Or they shift to another problem, like the March of Dimes.
true enough. It mostly all comes down to the penchant for man to control other men, whether they (the controlled) need it or like it or not. Years after the War for Independence had been fought and won, a man who had been in his 20s and on the Commons at Lexington under Captain Parker was asked why they were all out there that morning. Was it the tea tax Nae, I never drank the stuff, I don't think many ever paid it anyway. How about the Stamp Act? Was that it? Nope. I never saw one, I don't think they ever sold many of them. Mostly that was ignored. Well, then, what WAS it, WHY were you all out there? Well, they had a mind to tell us how we should live, and we had a mind that they wouldn't.
Simple enough, and prroof that ntot much has changed.
My rights are not subject to other people's approval. If I have to ask permission to exercise a right . . . it's a privilege.
But many people drawn to government are inherently interested in controlling others, not serving or protecting them. The more they act like rights are privileges, the more they use fear to manipulate sheep into actually believing their rights are given them by government, the more we slip into tyranny. And really, that's where this is probably headed. There are generations of Americans who believe their rights come from government and that government can create jobs - and by extension prosperity. Gun ownership is the most regulated and infringed upon right in the US, and our economy is in the shitty state it's in because of too much government regulation.

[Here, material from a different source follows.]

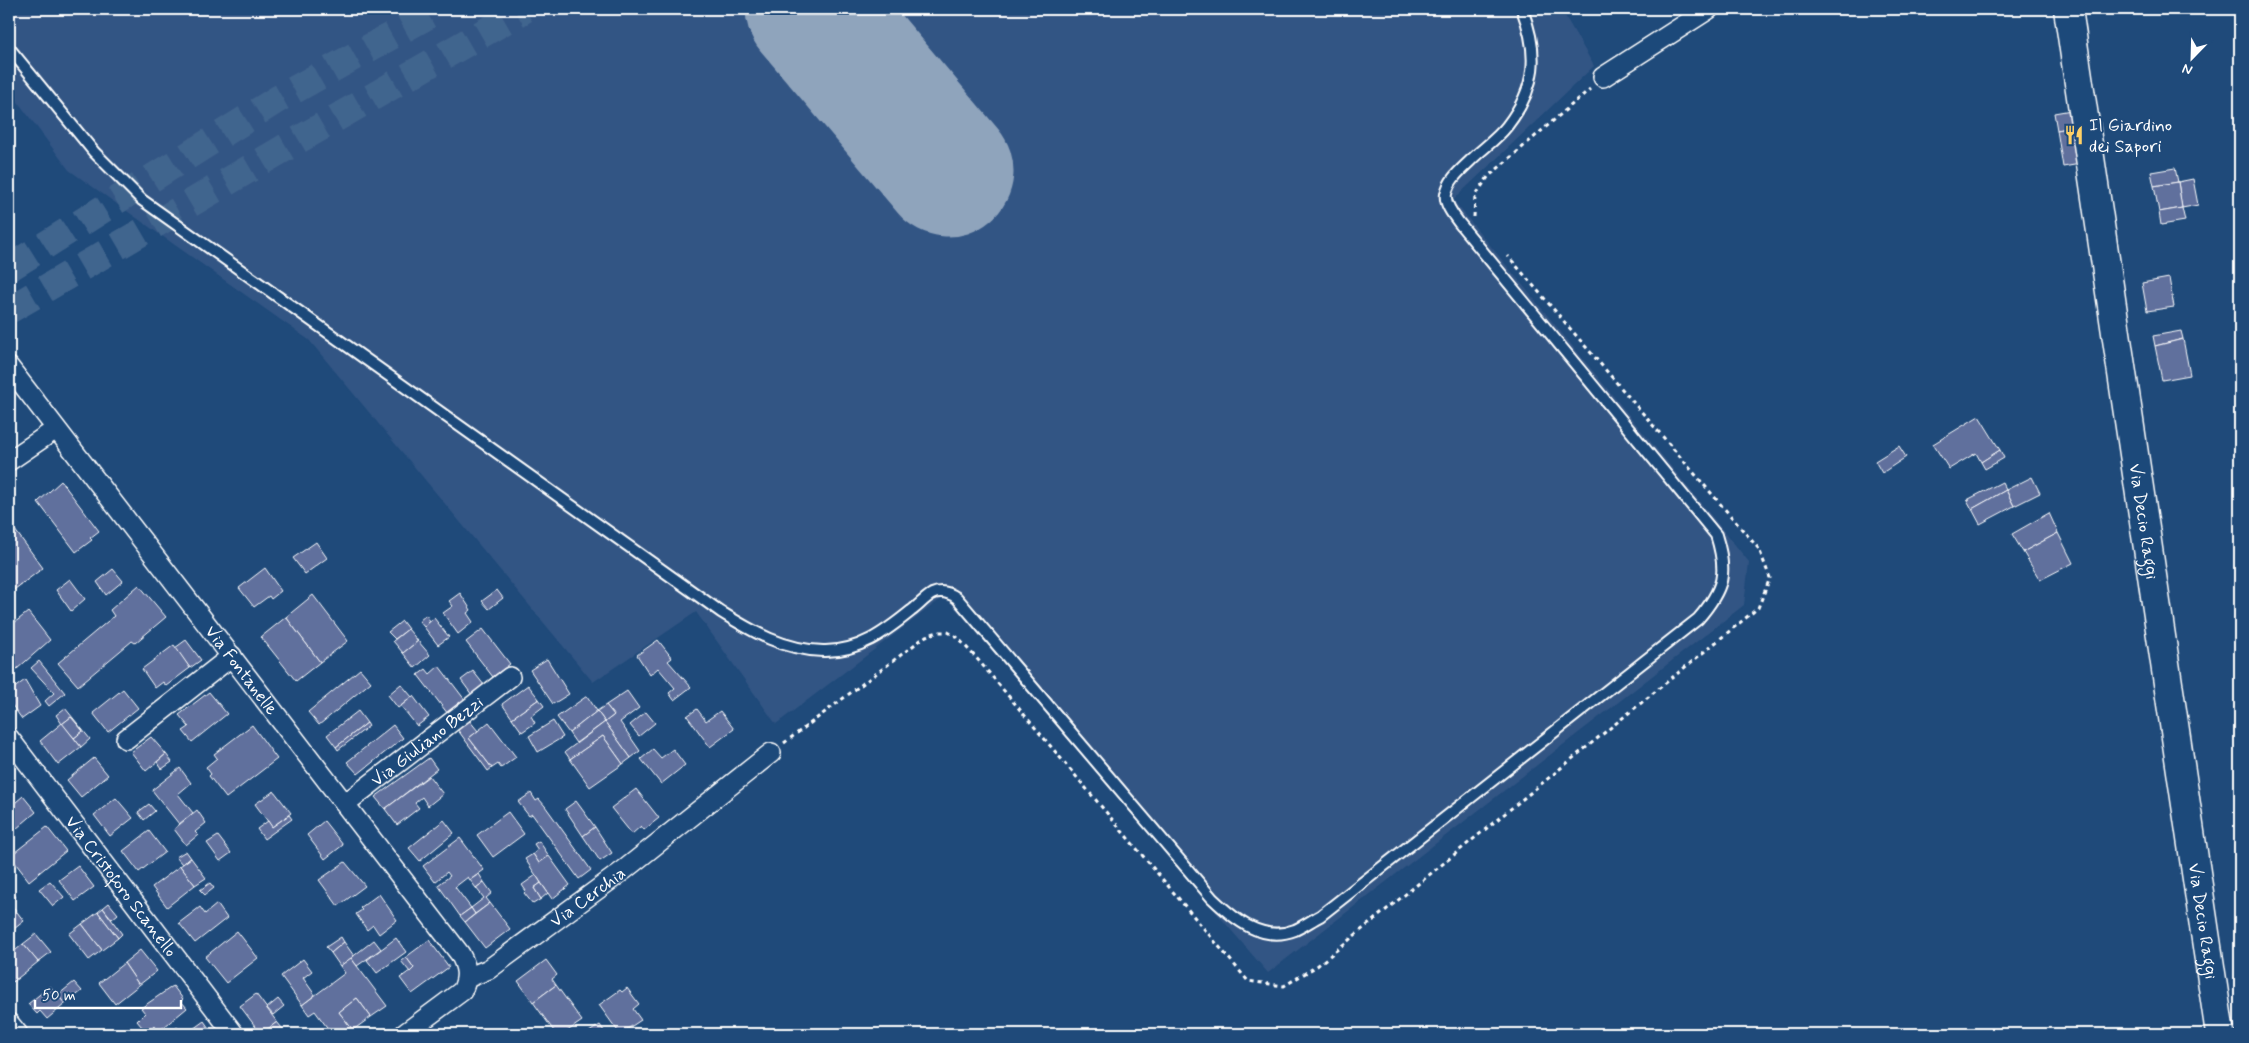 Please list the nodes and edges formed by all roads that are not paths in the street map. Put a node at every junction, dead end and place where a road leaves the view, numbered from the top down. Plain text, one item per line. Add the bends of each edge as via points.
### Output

Government is what we do together to decide who to fuck over.
Government is the crimes we choose to commit that we have to get our neighbors to help with because we are too weak to commit them on our own.
Yes, the caffeine hasn't kicked in yet. Why do you ask?
It's afternoon somewhere,nod,nod,wink wink.
My rights are not subject to other people's approval. If I have to ask permission to exercise a right . . . it's a privilege.
I KNEW marriage was a privilege!
I like guns. They are fun, and theoretically a shield against tyranny.
But come on, Stossel, you're doing the same thing with your stats that you accuse gun control advocates of doing.
1991 is not "just before President Obama took office".
Crime rates have been dropping dramatically for decades, while the surge in gun ownership and concealed carry is fairly new.
There are many theories for the large drop in crime in the last few decades, but the rise in gun ownership is probably not the cause.
There are many theories for the large drop in crime in the last few decades, but the rise in gun ownership is probably not the cause.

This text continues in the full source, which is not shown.